重庆山地丘陵区紫色土饱和导水率传递函数研究
本文关键词: 紫色土 饱和导水率 影响因素 多元非线性回归 BP神经网络 出处:《西南大学》2017年硕士论文 论文类型:学位论文
【摘要】:紫色土广泛分布于我国西南和南方山地丘陵区,川渝丘陵区及低山区分布最广。三峡库区中紫色土耕地面积占70%以上,并且库区内耕地以坡耕地为主。紫色因其特殊的成土过程导致抗蚀性差,而且土壤的质地松软,紫色土分布的地区也是水土流失高发区。同时,三峡库区因地势起伏变化大,虽然年降雨量大但时空分布不均,致使库区内土壤养分和水土流失异常严重。

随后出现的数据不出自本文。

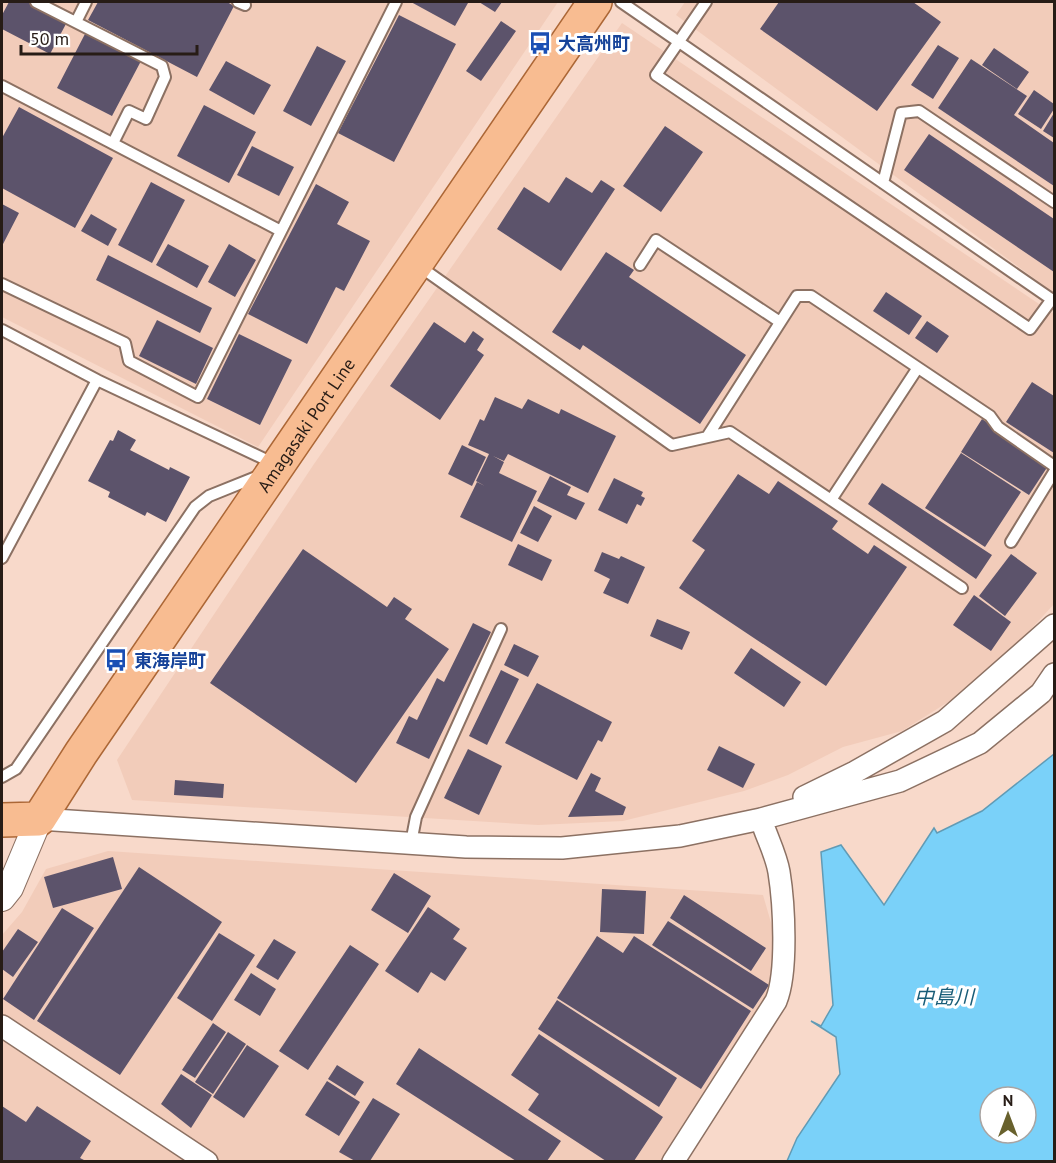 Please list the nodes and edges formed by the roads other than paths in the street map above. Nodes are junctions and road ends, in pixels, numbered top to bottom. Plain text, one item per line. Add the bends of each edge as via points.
1 (36, 2) edge
2 (86, 2) edge
3 (396, 2) edge
4 (595, 2) edge
5 (621, 2) edge
6 (706, 2) edge
7 (76, 22) junction
8 (679, 43) junction
9 (2, 86) edge
10 (113, 143) junction
11 (883, 183) junction
12 (1054, 202) edge
13 (280, 231) junction
14 (416, 264) junction
15 (640, 265) dead end
16 (2, 284) edge
17 (1053, 300) edge
18 (780, 322) junction
19 (2, 330) edge
20 (917, 369) junction
21 (97, 380) junction
22 (707, 437) junction
23 (1054, 466) edge
24 (277, 467) junction
25 (1054, 472) edge
26 (831, 500) junction
27 (1011, 542) dead end
28 (2, 558) edge
29 (962, 588) dead end
30 (1054, 626) edge
31 (501, 629) dead end
32 (1054, 674) edge
33 (2, 777) edge
34 (39, 819) junction
35 (760, 819) junction
36 (2, 820) edge
37 (411, 843) junction
38 (2, 857) edge
39 (2, 898) edge
40 (2, 1026) edge
41 (207, 1161) edge
42 (674, 1161) edge

1 - 7 lane
2 - 7 lane
3 - 13 lane
4 - 14 main road, Amagasaki Port Line
5 - 8 lane
6 - 8 lane
7 - 10 lane via 162,66 165,77 146,119 129,111
8 - 11 lane
8 - 17 lane via 656,75 1030,329
9 - 10 lane
10 - 13 lane
11 - 12 lane via 902,113 919,111
11 - 17 lane
13 - 16 lane via 198,397 129,361 125,343
14 - 22 lane via 672,445
14 - 24 main road, Amagasaki Port Line
15 - 18 lane via 656,240
18 - 20 lane via 797,296 810,296
18 - 22 lane
19 - 21 lane
20 - 23 lane via 990,416 998,427
20 - 26 lane
21 - 24 lane
21 - 28 lane
22 - 26 lane via 730,432
24 - 33 lane via 209,496 195,507 16,769
24 - 34 main road, Amagasaki Port Line
25 - 27 lane
26 - 29 lane
30 - 35 street via 945,721
31 - 37 lane via 416,817
32 - 35 street via 1041,693 980,743 900,781
34 - 36 main road
34 - 37 street
34 - 38 street
34 - 39 street via 10,888
35 - 37 street via 680,836 562,848
35 - 42 street via 779,871 782,987
40 - 41 street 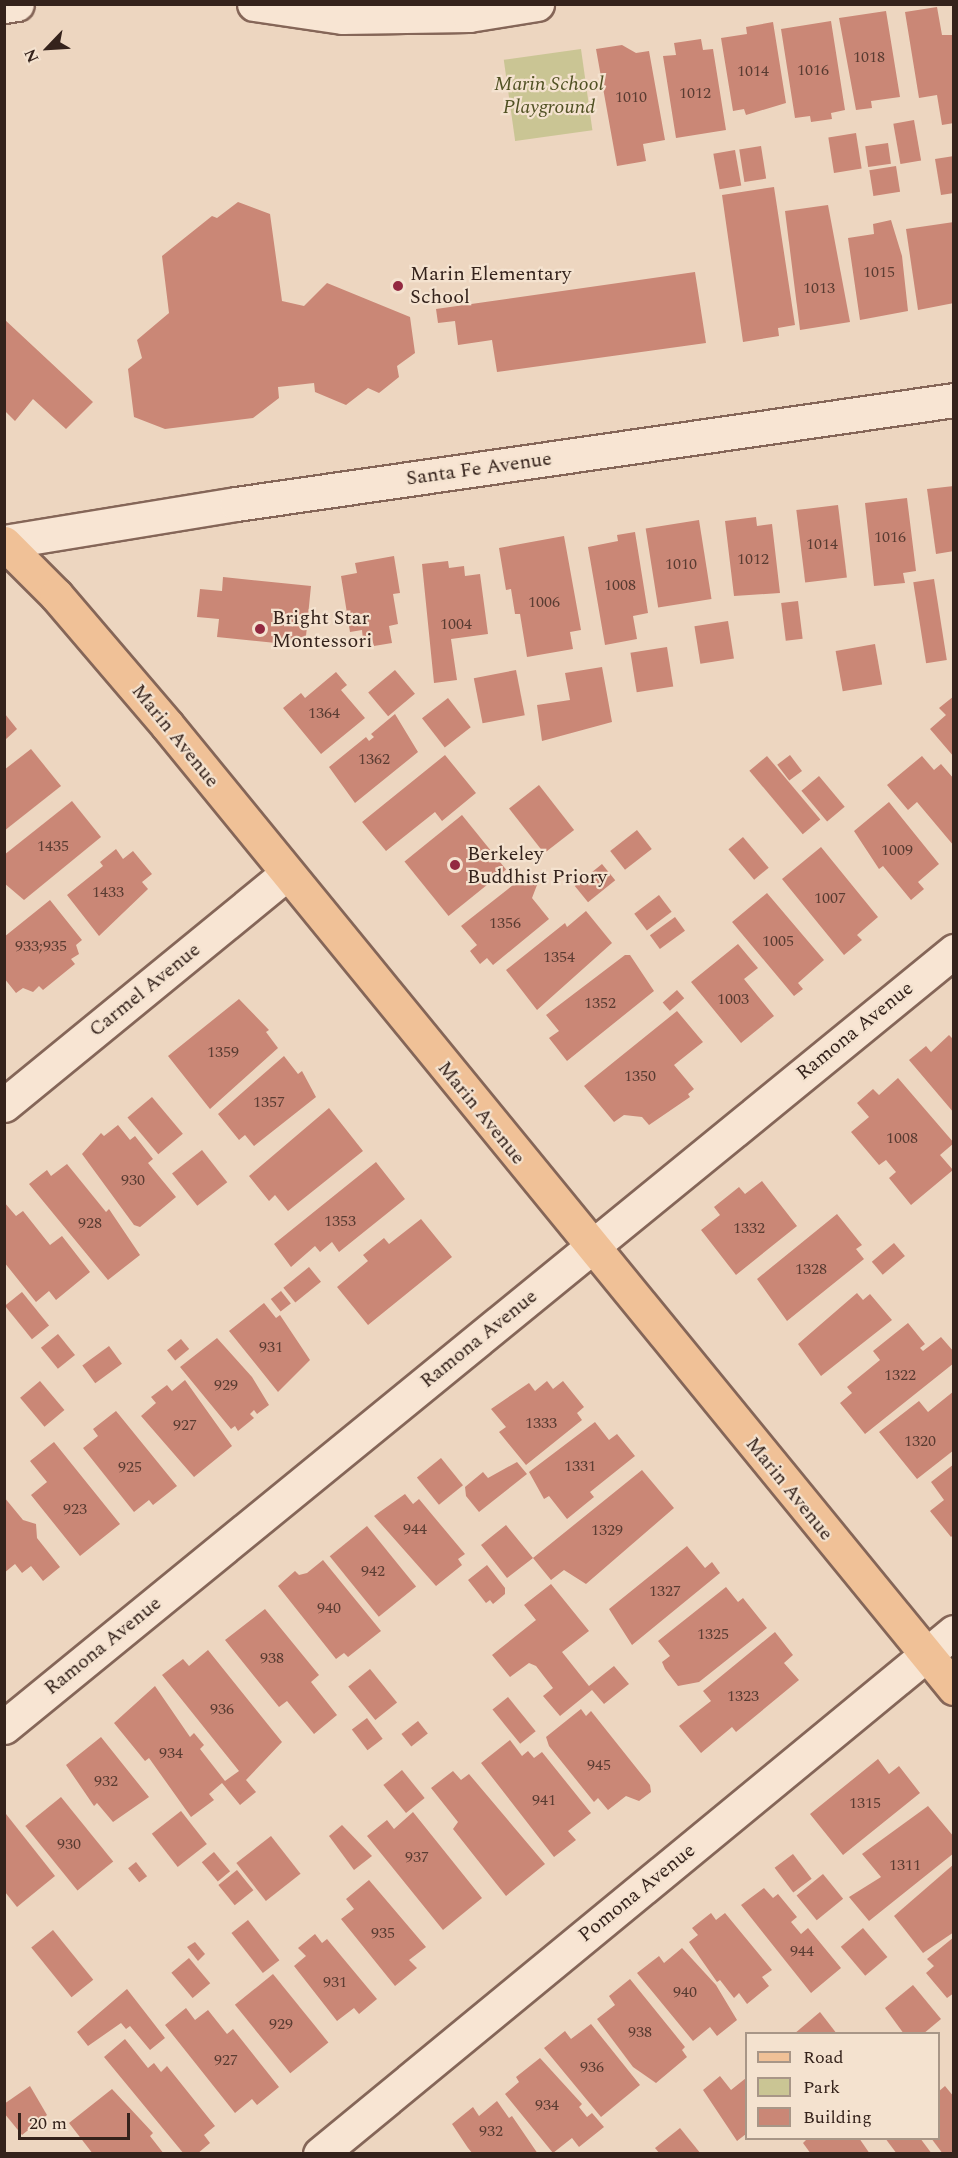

因此,本文以三峡库区腹地的云阳县、奉节县、开州区、万州区、梁平区、忠县和丰都县7个渝东北区县为研究区域,在研究区内设置土壤样品采样点,挖取土壤剖面,分别在0-10 cm、10-20 cm及20-30 cm处采集土样,通过试验测定饱和导水率及相关的土壤理化性质,分析研究区饱和导水率及土壤理化性质的空间分布特性,以及各土壤理化性质参数对土壤饱和导水率的影响,并建立不同土壤层次饱和导水率与土壤理化性质参数之间的定量模型。研究传统传递函数模型在本研究区的适应性,并应用多元非线性回归法和BP神经网络技术,分别构建不同土壤层次的土壤饱和导水率传递函数模型,为山地丘陵区土壤中物质的运移、区域耗水规律、水土保持治理、农业面源污染治理等提供了一定的方法参考和决策支持,主要结论如下:(1)随着土壤深度增加,土壤饱和导水率、饱和含水量和土壤有机质均呈现出逐渐递减的规律,而土壤容重却随土壤深度增加而增加,不同深度的土壤颗粒均以粉粒为主,其次为砂粒、粘粒,土壤颗粒以0.05~0.002 mm居多。各层次土壤的饱和导水率与有机质、饱和含水量联系较为紧密,而与土壤容重和土壤质地的相关性不显著。(2)三个土层的饱和导水率均随有机质含量的增加而增加,它们之间的相关性较高,并且饱和导水率与有机质含量呈指数函数关系变化;三个土层的饱和导水率随土壤容重的增大在减小,并呈指数函数关系,且土壤容重对饱和导水率的影响不显著;浅层土壤(0-10 cm、10-20 cm)的饱和导水率与饱和含水量均呈现显著正相关,并且呈二次曲线关系,而20-30 cm土层饱和导水率与饱和含水量的相关性不显著;研究区饱和导水率受土壤质地的影响较小,仅20-30cm土层粘粒含量对饱和导水率有显著负相关关系,其它土层的相关性不显著。(3)运用Campell、Cosby、Saxton、Wosten1997、Wosten1999和Puckett 6种传递函数对不同深度土壤饱和导水率进行估算的结果都不理想,表明前人建立的传递函数模型已经不能适用于本研究区饱和导水率的预测。(4)采用多元非线性回归方法建立的不同深度土壤的饱和导水率传递函数模型估算效果较好,模型的预测值与实测值基本相当,模型的拟合效果能够满足估算的要求,表明利用有机质、饱和含水量、土壤质地等通过多元非线性传递函数模型进行不同土壤层次的饱和导水率的预报是可行的。(5)利用MATLAB工作平台建立的0-10 cm、10-20 cm和20-30 cm三个土壤层次的饱和导水率BP神经网络传递模型,其饱和导水率的预测值与实测值误差最小,是本文研究中预测精度最高的模型。(6)在本文的研究中,构建的多元非线性回归模型和BP神经网络模型预测土壤饱和导水率的精度均较高,并且BP神经网络传递模型的误差更小,但其构建过程繁杂,不如多元非线性回归模型简单易于操作,在实际生产应用中,应综合考虑实际情况合理选择预报模型。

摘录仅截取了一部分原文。